Work order.
The entries below are to be returned exactly. Include all of them.

======== Input data ========

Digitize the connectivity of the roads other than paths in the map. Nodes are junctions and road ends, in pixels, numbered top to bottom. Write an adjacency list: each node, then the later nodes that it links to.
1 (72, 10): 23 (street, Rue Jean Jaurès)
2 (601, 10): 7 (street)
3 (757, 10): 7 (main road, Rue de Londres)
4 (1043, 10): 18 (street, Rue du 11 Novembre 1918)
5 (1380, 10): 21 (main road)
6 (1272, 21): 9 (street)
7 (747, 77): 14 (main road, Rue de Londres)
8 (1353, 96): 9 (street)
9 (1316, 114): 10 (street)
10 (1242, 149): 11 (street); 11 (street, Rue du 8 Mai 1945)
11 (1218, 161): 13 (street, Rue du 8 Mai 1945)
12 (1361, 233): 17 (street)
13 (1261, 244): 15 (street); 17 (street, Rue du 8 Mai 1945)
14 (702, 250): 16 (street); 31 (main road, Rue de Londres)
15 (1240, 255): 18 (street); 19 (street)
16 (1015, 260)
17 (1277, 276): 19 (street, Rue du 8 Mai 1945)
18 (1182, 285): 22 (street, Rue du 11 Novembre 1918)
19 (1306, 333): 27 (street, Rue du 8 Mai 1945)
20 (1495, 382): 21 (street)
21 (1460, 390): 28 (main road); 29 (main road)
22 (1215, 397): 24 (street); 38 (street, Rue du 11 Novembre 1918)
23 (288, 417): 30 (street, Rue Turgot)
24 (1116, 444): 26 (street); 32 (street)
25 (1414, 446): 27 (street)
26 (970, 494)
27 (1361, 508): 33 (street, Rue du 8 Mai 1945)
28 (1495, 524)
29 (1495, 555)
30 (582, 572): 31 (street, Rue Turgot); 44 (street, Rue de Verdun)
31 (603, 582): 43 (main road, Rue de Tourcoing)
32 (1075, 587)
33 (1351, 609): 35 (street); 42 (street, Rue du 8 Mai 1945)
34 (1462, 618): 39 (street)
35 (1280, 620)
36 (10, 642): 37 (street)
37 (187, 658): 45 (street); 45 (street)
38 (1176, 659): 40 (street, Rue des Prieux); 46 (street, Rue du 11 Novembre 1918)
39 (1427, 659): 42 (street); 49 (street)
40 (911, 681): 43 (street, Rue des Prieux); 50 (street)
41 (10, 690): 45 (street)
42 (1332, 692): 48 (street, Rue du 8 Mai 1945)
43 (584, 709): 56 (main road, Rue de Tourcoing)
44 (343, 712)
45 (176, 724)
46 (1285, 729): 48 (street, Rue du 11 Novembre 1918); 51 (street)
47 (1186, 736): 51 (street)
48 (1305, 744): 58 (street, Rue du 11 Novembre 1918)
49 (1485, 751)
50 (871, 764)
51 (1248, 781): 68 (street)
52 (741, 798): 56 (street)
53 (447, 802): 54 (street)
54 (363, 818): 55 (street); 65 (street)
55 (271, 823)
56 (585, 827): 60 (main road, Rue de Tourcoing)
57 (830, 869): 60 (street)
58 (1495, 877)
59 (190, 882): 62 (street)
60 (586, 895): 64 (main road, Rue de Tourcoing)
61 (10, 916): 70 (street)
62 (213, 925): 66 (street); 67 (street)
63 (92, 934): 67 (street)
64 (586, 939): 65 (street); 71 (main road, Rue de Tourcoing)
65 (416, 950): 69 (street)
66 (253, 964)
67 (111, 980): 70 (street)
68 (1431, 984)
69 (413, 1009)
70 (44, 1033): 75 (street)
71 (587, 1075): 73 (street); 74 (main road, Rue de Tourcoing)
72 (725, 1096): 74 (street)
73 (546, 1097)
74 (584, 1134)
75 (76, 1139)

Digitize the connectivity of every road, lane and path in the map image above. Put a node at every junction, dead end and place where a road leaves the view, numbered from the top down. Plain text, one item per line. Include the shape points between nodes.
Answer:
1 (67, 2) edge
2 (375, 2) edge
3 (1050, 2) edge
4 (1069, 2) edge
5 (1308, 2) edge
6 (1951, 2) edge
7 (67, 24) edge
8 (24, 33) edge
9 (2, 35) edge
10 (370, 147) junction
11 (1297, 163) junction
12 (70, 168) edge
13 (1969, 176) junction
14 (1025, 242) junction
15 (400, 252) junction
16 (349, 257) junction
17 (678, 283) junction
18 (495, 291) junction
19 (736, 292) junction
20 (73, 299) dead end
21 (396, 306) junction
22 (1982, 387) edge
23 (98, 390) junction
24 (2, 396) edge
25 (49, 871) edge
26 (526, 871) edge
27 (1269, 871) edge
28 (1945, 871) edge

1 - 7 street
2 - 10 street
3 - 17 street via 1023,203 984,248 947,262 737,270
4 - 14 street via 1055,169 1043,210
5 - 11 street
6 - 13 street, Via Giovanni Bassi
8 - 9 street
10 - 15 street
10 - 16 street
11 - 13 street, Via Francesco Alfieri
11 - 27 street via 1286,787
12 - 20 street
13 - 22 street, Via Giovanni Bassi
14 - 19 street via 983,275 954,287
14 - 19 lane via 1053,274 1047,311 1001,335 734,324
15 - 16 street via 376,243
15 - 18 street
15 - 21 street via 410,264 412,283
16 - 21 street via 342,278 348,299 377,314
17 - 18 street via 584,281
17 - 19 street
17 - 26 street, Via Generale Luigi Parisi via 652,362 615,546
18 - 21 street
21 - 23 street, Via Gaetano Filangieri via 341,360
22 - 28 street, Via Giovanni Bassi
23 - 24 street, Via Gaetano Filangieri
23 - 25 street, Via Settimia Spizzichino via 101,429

========

Solution for this task.
Digitize the connectivity of the roads other than paths in the map. Nodes are junctions and road ends, in pixels, numbered top to bottom. Write an adjacency list: each node, then the later nodes that it links to.
1 (72, 10): 23 (street, Rue Jean Jaurès)
2 (601, 10): 7 (street)
3 (757, 10): 7 (main road, Rue de Londres)
4 (1043, 10): 18 (street, Rue du 11 Novembre 1918)
5 (1380, 10): 21 (main road)
6 (1272, 21): 9 (street)
7 (747, 77): 14 (main road, Rue de Londres)
8 (1353, 96): 9 (street)
9 (1316, 114): 10 (street)
10 (1242, 149): 11 (street); 11 (street, Rue du 8 Mai 1945)
11 (1218, 161): 13 (street, Rue du 8 Mai 1945)
12 (1361, 233): 17 (street)
13 (1261, 244): 15 (street); 17 (street, Rue du 8 Mai 1945)
14 (702, 250): 16 (street); 31 (main road, Rue de Londres)
15 (1240, 255): 18 (street); 19 (street)
16 (1015, 260)
17 (1277, 276): 19 (street, Rue du 8 Mai 1945)
18 (1182, 285): 22 (street, Rue du 11 Novembre 1918)
19 (1306, 333): 27 (street, Rue du 8 Mai 1945)
20 (1495, 382): 21 (street)
21 (1460, 390): 28 (main road); 29 (main road)
22 (1215, 397): 24 (street); 38 (street, Rue du 11 Novembre 1918)
23 (288, 417): 30 (street, Rue Turgot)
24 (1116, 444): 26 (street); 32 (street)
25 (1414, 446): 27 (street)
26 (970, 494)
27 (1361, 508): 33 (street, Rue du 8 Mai 1945)
28 (1495, 524)
29 (1495, 555)
30 (582, 572): 31 (street, Rue Turgot); 44 (street, Rue de Verdun)
31 (603, 582): 43 (main road, Rue de Tourcoing)
32 (1075, 587)
33 (1351, 609): 35 (street); 42 (street, Rue du 8 Mai 1945)
34 (1462, 618): 39 (street)
35 (1280, 620)
36 (10, 642): 37 (street)
37 (187, 658): 45 (street); 45 (street)
38 (1176, 659): 40 (street, Rue des Prieux); 46 (street, Rue du 11 Novembre 1918)
39 (1427, 659): 42 (street); 49 (street)
40 (911, 681): 43 (street, Rue des Prieux); 50 (street)
41 (10, 690): 45 (street)
42 (1332, 692): 48 (street, Rue du 8 Mai 1945)
43 (584, 709): 56 (main road, Rue de Tourcoing)
44 (343, 712)
45 (176, 724)
46 (1285, 729): 48 (street, Rue du 11 Novembre 1918); 51 (street)
47 (1186, 736): 51 (street)
48 (1305, 744): 58 (street, Rue du 11 Novembre 1918)
49 (1485, 751)
50 (871, 764)
51 (1248, 781): 68 (street)
52 (741, 798): 56 (street)
53 (447, 802): 54 (street)
54 (363, 818): 55 (street); 65 (street)
55 (271, 823)
56 (585, 827): 60 (main road, Rue de Tourcoing)
57 (830, 869): 60 (street)
58 (1495, 877)
59 (190, 882): 62 (street)
60 (586, 895): 64 (main road, Rue de Tourcoing)
61 (10, 916): 70 (street)
62 (213, 925): 66 (street); 67 (street)
63 (92, 934): 67 (street)
64 (586, 939): 65 (street); 71 (main road, Rue de Tourcoing)
65 (416, 950): 69 (street)
66 (253, 964)
67 (111, 980): 70 (street)
68 (1431, 984)
69 (413, 1009)
70 (44, 1033): 75 (street)
71 (587, 1075): 73 (street); 74 (main road, Rue de Tourcoing)
72 (725, 1096): 74 (street)
73 (546, 1097)
74 (584, 1134)
75 (76, 1139)

Digitize the connectivity of every road, lane and path in the map image above. Put a node at every junction, dead end and place where a road leaves the view, numbered from the top down. Plain text, one item per line. Include the shape points between nodes.
Answer:
1 (67, 2) edge
2 (375, 2) edge
3 (1050, 2) edge
4 (1069, 2) edge
5 (1308, 2) edge
6 (1951, 2) edge
7 (67, 24) edge
8 (24, 33) edge
9 (2, 35) edge
10 (370, 147) junction
11 (1297, 163) junction
12 (70, 168) edge
13 (1969, 176) junction
14 (1025, 242) junction
15 (400, 252) junction
16 (349, 257) junction
17 (678, 283) junction
18 (495, 291) junction
19 (736, 292) junction
20 (73, 299) dead end
21 (396, 306) junction
22 (1982, 387) edge
23 (98, 390) junction
24 (2, 396) edge
25 (49, 871) edge
26 (526, 871) edge
27 (1269, 871) edge
28 (1945, 871) edge

1 - 7 street
2 - 10 street
3 - 17 street via 1023,203 984,248 947,262 737,270
4 - 14 street via 1055,169 1043,210
5 - 11 street
6 - 13 street, Via Giovanni Bassi
8 - 9 street
10 - 15 street
10 - 16 street
11 - 13 street, Via Francesco Alfieri
11 - 27 street via 1286,787
12 - 20 street
13 - 22 street, Via Giovanni Bassi
14 - 19 street via 983,275 954,287
14 - 19 lane via 1053,274 1047,311 1001,335 734,324
15 - 16 street via 376,243
15 - 18 street
15 - 21 street via 410,264 412,283
16 - 21 street via 342,278 348,299 377,314
17 - 18 street via 584,281
17 - 19 street
17 - 26 street, Via Generale Luigi Parisi via 652,362 615,546
18 - 21 street
21 - 23 street, Via Gaetano Filangieri via 341,360
22 - 28 street, Via Giovanni Bassi
23 - 24 street, Via Gaetano Filangieri
23 - 25 street, Via Settimia Spizzichino via 101,429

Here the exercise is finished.